Brigittchen war es, die die Freundin holen kam und nun betroffen deren Tränen sah. „Wir wollen spazieren gehen, alle miteinander, Herr Doktor Fröhlich und Tante Helene haben uns eingeladen,“ sagte sie, „aber wenn du weinst, Jantge — dann freue ich mich auch nicht.“ Schon tropften dem weichherzigen Brigittchen auch ein paar Tränlein aus den Veilchenaugen.

Zur rechten Zeit kam Anne-Marte und, wie meist, stand ein Lächeln auf ihrem Gesichtchen. Als sie Jantges Tränen sah, tröstete sie: „Weine nicht, Jantge, acht Tage sind ja noch schrecklich lang; inzwischen — ach vielleicht finden wir bis dahin den Schatz!“

Die Erinnerung an die lustige Geschichte vertrieb wirklich die Tränen, wie der Frühlingswind die Wolken verjagt, und wenige Minuten später trabte Jantge ganz lustig mit den Gefährtinnen dem alten Stadtturm zu; dort warteten die Geschwister Fröhlich und die drei Buben auf sie. Und unter Lachen und Scherzen ging es ins Freie, dem Walde zu. Am Waldrand, etwa anderthalb Stunden von Neustadt entfernt, lag in der Nähe eines stattlichen Bauerndorfes eine Sommerwirtschaft, „Zur fröhlichen Einkehr“ genannt. Das Haus war ursprünglich ein alter Adelshof gewesen, doch die Familie, die den Hof besessen hatte, starb aus, und so gegen Anfang des neunzehnten Jahrhunderts wurde der Hof in ein Wirtshaus verwandelt. Viel war im Lauf der Zeiten an dem Haus nicht verändert worden, und seine dicken Mauern schienen auch noch manchem Sturm trotzen zu können. Die Neustädter gingen gern in die „Fröhliche Einkehr“. An warmen Sommertagen saßen in dem von uralten Linden überschatteten Garten immer viele Gäste; man trank dort Kaffee, aß Kuchen oder Schwarzbrot mit Butter und Honig, und das Scheiden wurde den Gästen meist schwer.

Die Kinder kannten das Wirtshaus alle, nur Jantge noch nicht, und unterwegs erzählte ihr Brigittchen, wie schön es dort sei. „Jetzt im Frühling muß es besonders schön sein,“ sagte Fräulein Helene, „ich habe es nur im Winter gesehen, und da war es eigentlich ein trauriges Haus; die beiden Kinder der Wirtsleute lagen schwerkrank, hoffentlich sind sie gesund geworden!“

„Wer hat dich, du schöner Wald,“ sangen jetzt die Buben mit heller Stimme, die am Anfang des Zuges marschierten und zuerst den Wald betraten.

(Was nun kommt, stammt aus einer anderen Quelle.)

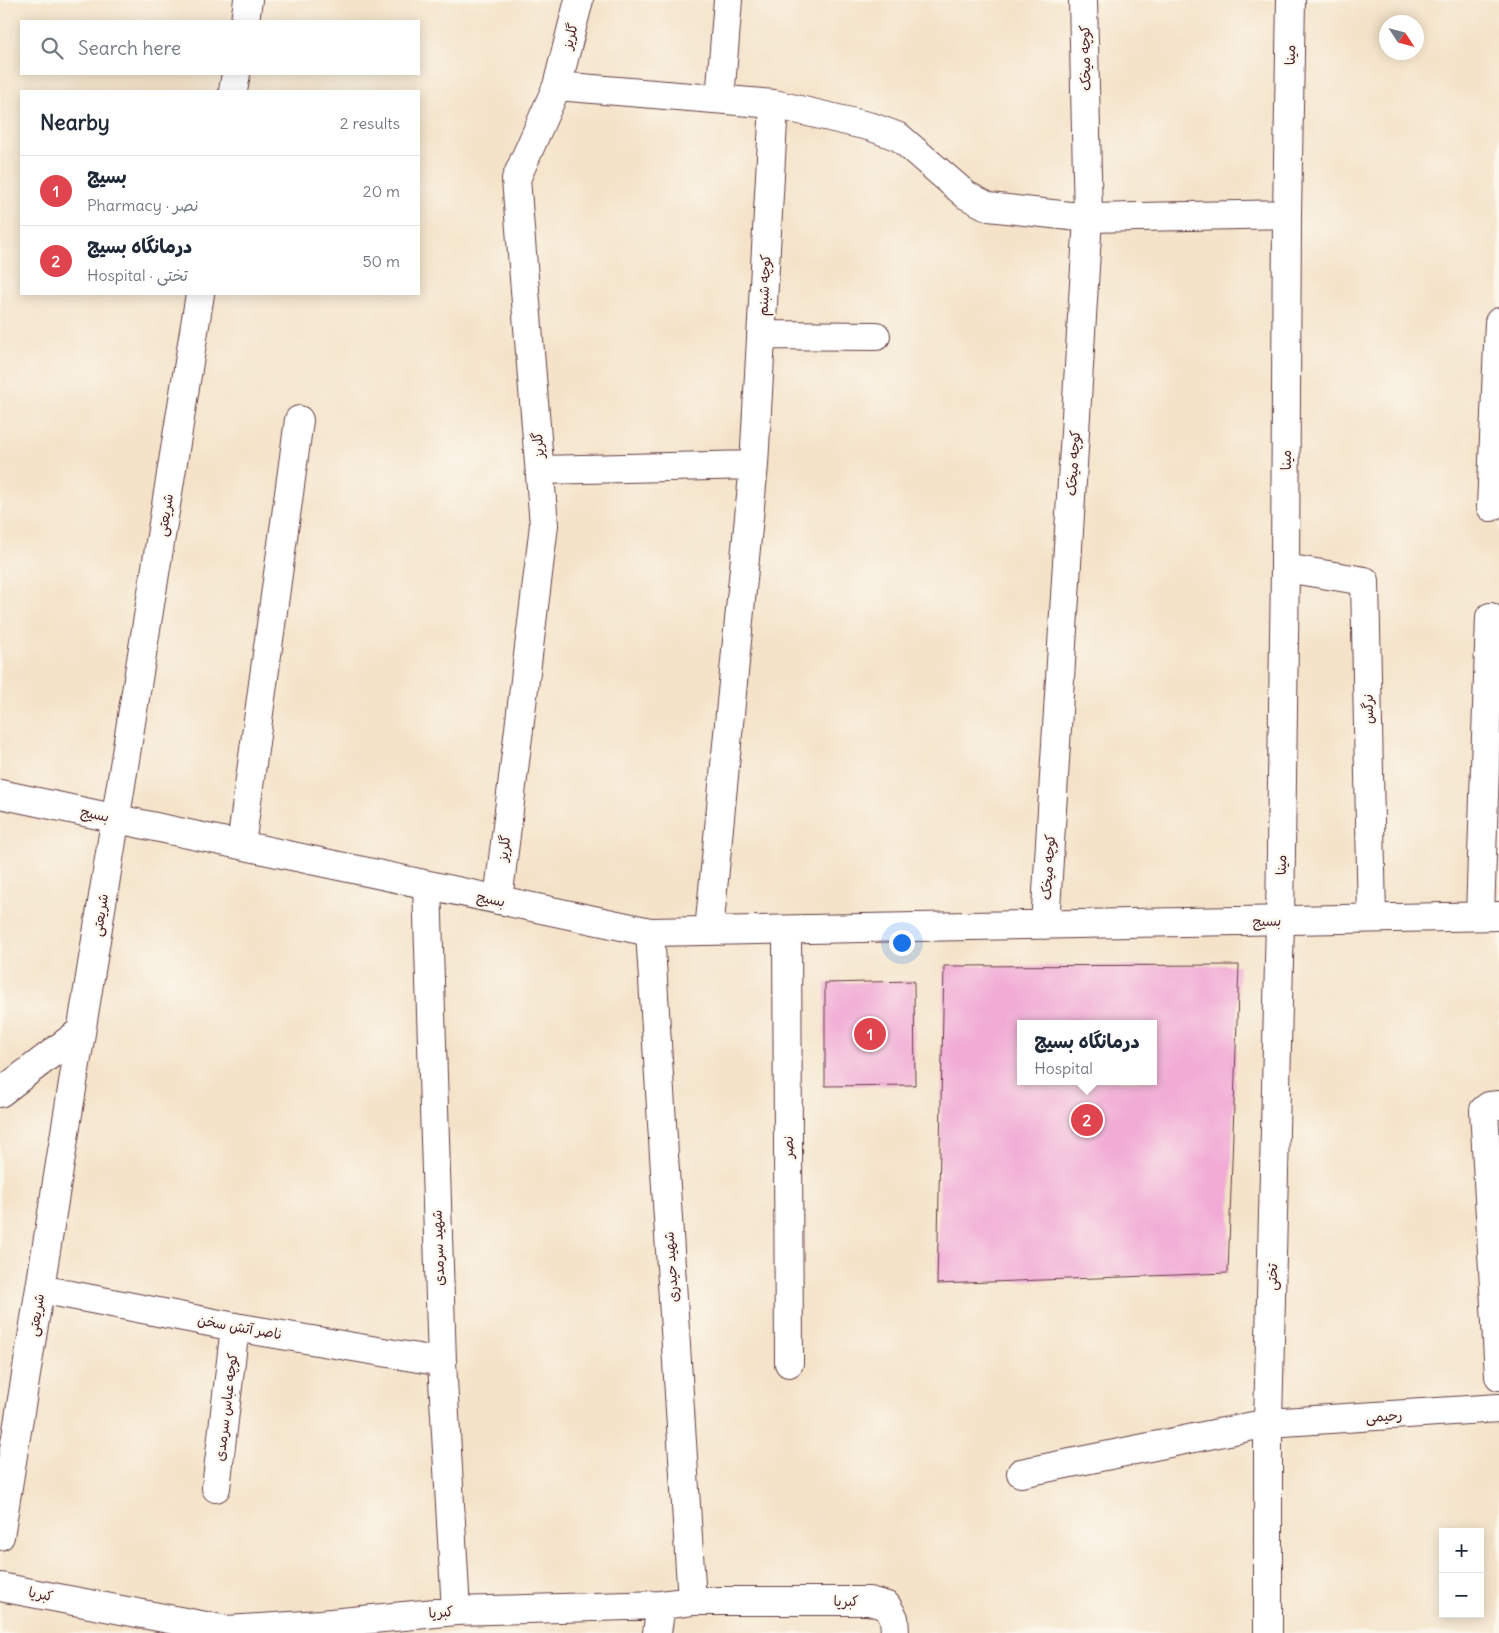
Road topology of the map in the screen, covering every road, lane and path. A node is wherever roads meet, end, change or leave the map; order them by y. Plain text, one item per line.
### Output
1 (248, 0) edge
2 (579, 0) edge
3 (728, 0) edge
4 (1083, 0) edge
5 (1292, 0) edge
6 (244, 20) edge
7 (236, 75) edge
8 (557, 86) junction
9 (233, 90) edge
10 (720, 99) junction
11 (774, 104) junction
12 (1287, 214) junction
13 (1088, 218) junction
14 (200, 295) edge
15 (1499, 322) edge
16 (761, 335) junction
17 (876, 336) dead end
18 (300, 420) dead end
19 (754, 465) junction
20 (540, 470) junction
21 (1491, 507) dead end
22 (1285, 568) junction
23 (1490, 617) dead end
24 (0, 794) edge
25 (116, 819) junction
26 (241, 845) junction
27 (427, 885) junction
28 (498, 900) junction
29 (1489, 916) edge
30 (1372, 918) junction
31 (1280, 920) junction
32 (1045, 925) junction
33 (786, 930) junction
34 (709, 931) junction
35 (650, 932) junction
36 (82, 1031) junction
37 (0, 1093) edge
38 (1491, 1107) edge
39 (40, 1289) junction
40 (235, 1327) junction
41 (442, 1362) junction
42 (790, 1363) dead end
43 (1499, 1376) edge
44 (1499, 1408) edge
45 (1268, 1424) junction
46 (1021, 1473) dead end
47 (216, 1488) dead end
48 (0, 1536) edge
49 (0, 1587) edge
50 (692, 1601) junction
51 (662, 1605) junction
52 (456, 1611) junction
53 (512, 1622) edge
54 (322, 1629) edge
55 (227, 1631) edge
56 (657, 1633) edge
57 (895, 1633) edge
58 (1268, 1633) edge

1 - 6 street
2 - 8 street, گلریز
3 - 10 street
4 - 13 street, کوچه میخک
5 - 12 street, مینا
7 - 9 street
8 - 10 street
8 - 20 street, گلریز
10 - 11 street
11 - 13 street
11 - 16 street, کوچه شبنم
12 - 13 street
12 - 22 street, مینا
13 - 32 street, کوچه میخک
14 - 25 street, شریعتی
15 - 21 street
16 - 17 street
16 - 19 street, کوچه شبنم
18 - 26 street
19 - 20 street
19 - 34 street, کوچه شبنم
20 - 28 street, گلریز
22 - 30 street, نرگس
22 - 31 street, مینا
23 - 29 street
24 - 25 street, بسیج
25 - 26 street, بسیج
25 - 36 street, شریعتی
26 - 27 street, بسیج
27 - 28 street, بسیج
27 - 41 street, شهید سرمدی
28 - 35 street, بسیج
29 - 30 street, بسیج
30 - 31 street, بسیج
31 - 32 street, بسیج
31 - 45 street, تختی
32 - 33 street, بسیج
33 - 34 street, بسیج
33 - 42 street, نصر
34 - 35 street, بسیج
35 - 50 street, شهید حیدری
36 - 37 street
36 - 39 street, شریعتی
38 - 43 street
39 - 40 street, ناصر آتش سخن
39 - 48 street, شریعتی
40 - 41 street, ناصر آتش سخن
40 - 47 street, کوچه عباس سرمدی
41 - 52 street, شهید سرمدی
44 - 45 street, رحیمی
45 - 46 street, رحیمی
45 - 58 street, تختی
49 - 55 street, کبریا
50 - 51 street, کبریا
50 - 57 street, کبریا
51 - 53 street, کبریا
51 - 56 street
52 - 53 street, کبریا
52 - 54 street, کبریا
54 - 55 street, کبریا

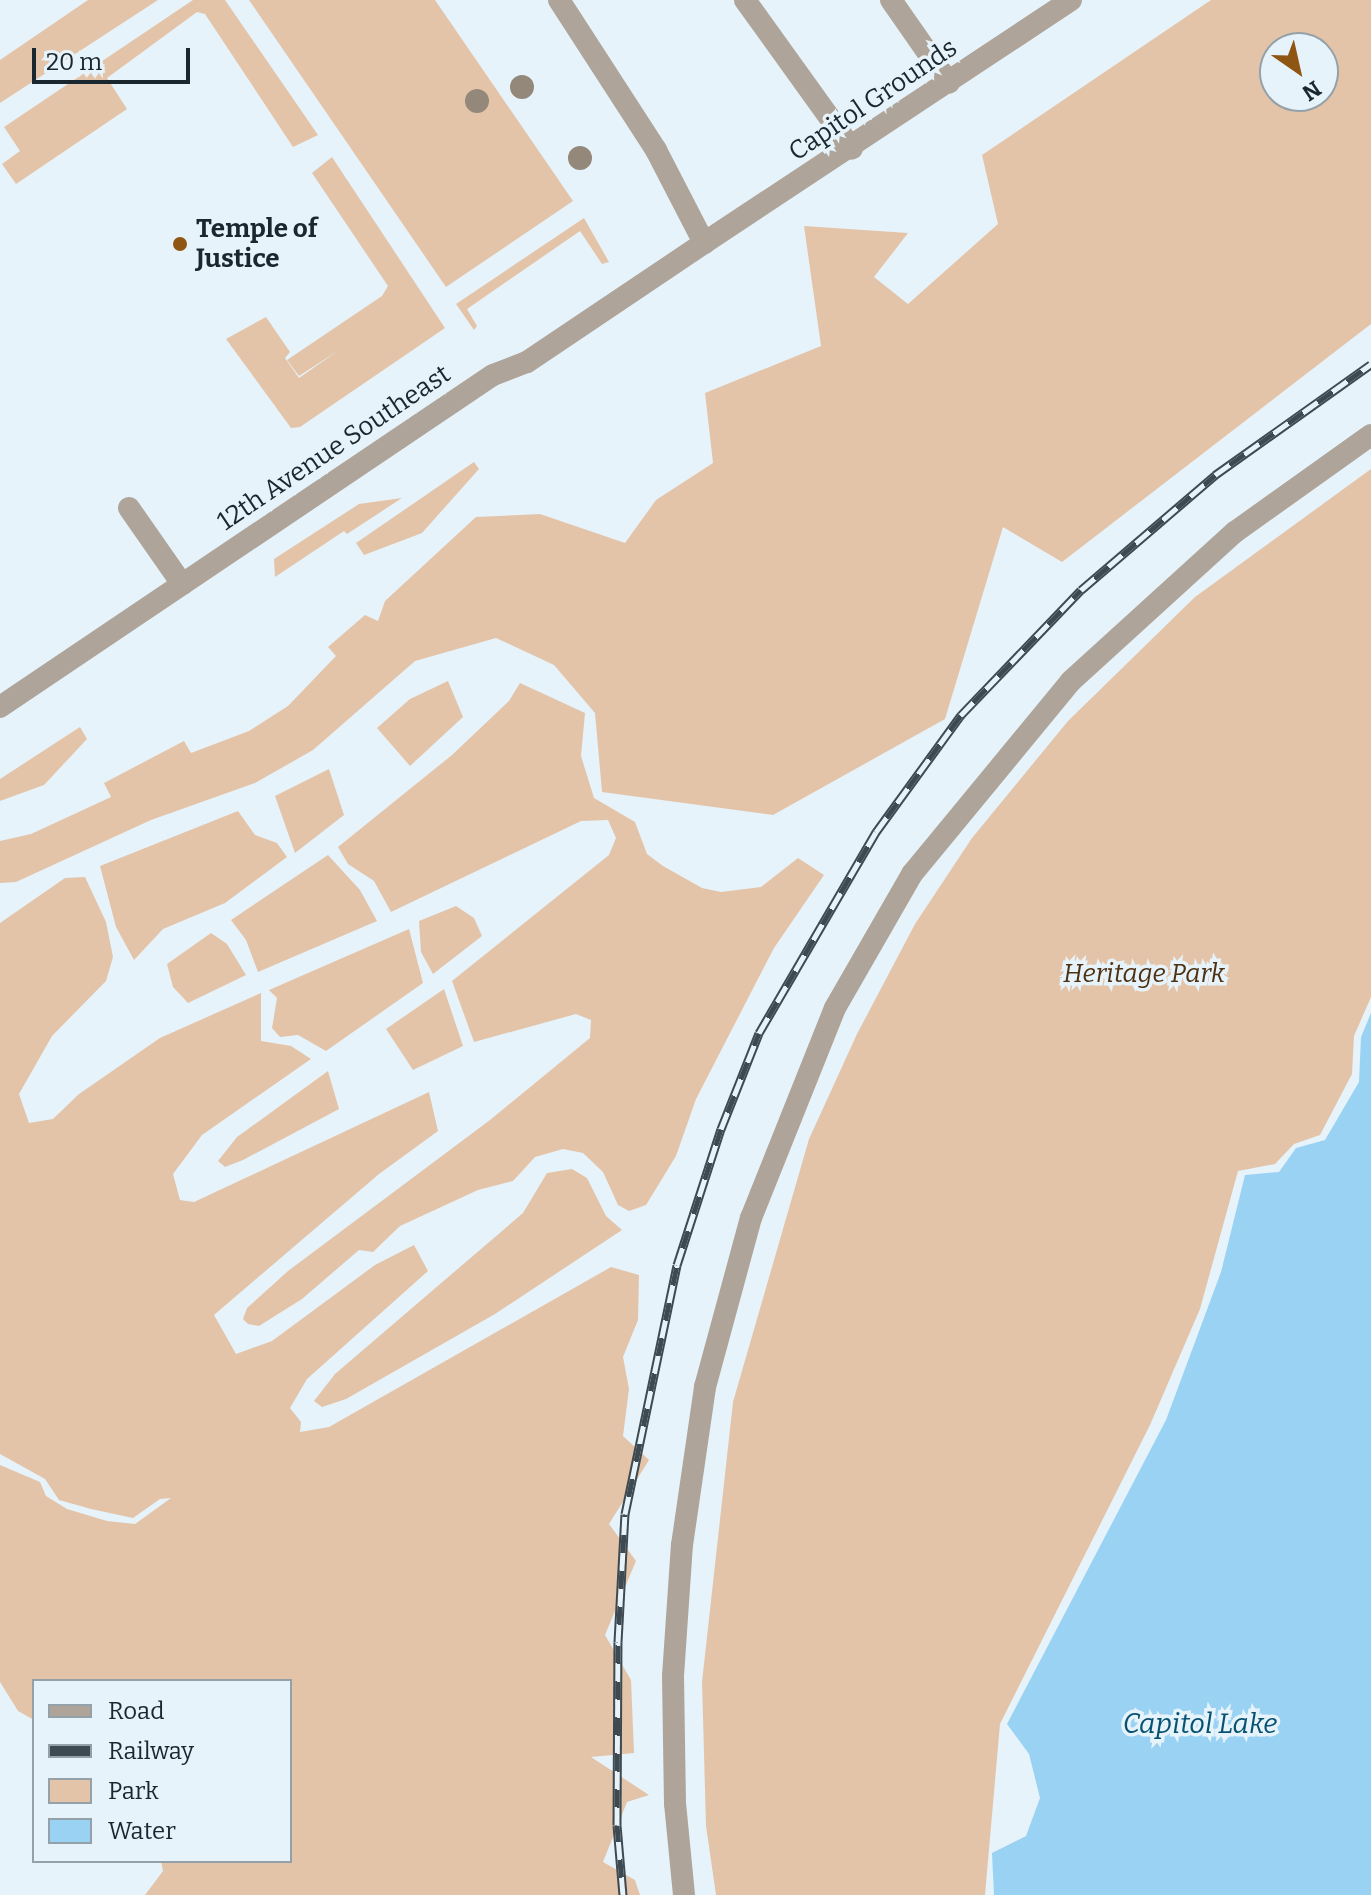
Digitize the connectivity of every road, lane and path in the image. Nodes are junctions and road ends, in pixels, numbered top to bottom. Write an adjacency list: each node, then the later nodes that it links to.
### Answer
1 (559, 0): 7 (street)
2 (745, 0): 6 (street)
3 (891, 0): 5 (street)
4 (1071, 0): 5 (street, Capitol Grounds)
5 (949, 83): 6 (street, Capitol Grounds)
6 (852, 149): 7 (street, Capitol Grounds)
7 (704, 243): 10 (street, 12th Avenue Southeast)
8 (1371, 435): 12 (street)
9 (129, 508): 10 (street)
10 (182, 584): 11 (street, 12th Avenue Southeast)
11 (0, 707)
12 (684, 1895)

Hurra, da war der Wald! Wie schön sah er im Frühlingsschmuck aus; lichtgrüner Buchenwald drängte sich zwischen dunklen Tannenwald. An manchen Stellen liefen die Buchen wie vorwitzige Kinder in den Tannenwald hinein, und da und dort standen auch Eichen. Die hatten erst winzige, rotgoldene Blättchen, ja, wunderlich genug sah es aus, mitunter hielten sie noch zähe die Reste ihres vorjährigen Laubes fest.

„Wir wollen Maiblumen suchen,“ baten die Mädels, aber Doktor Fröhlich sagte: „Spart das lieber für den Heimweg auf, wir bringen sonst alle Blumen verwelkt nach Hause!“

„Mädels müssen doch immer Blumen suchen,“ brummte Wendelin etwas verächtlich.

„Warum auch nicht!“ sagte Fräulein Helene lachend. „Übrigens sind Maiblumen meine Lieblingsblumen, nur schade, daß sie giftig sind!“

„Giftig?“ rief Brigittchen ganz erstaunt.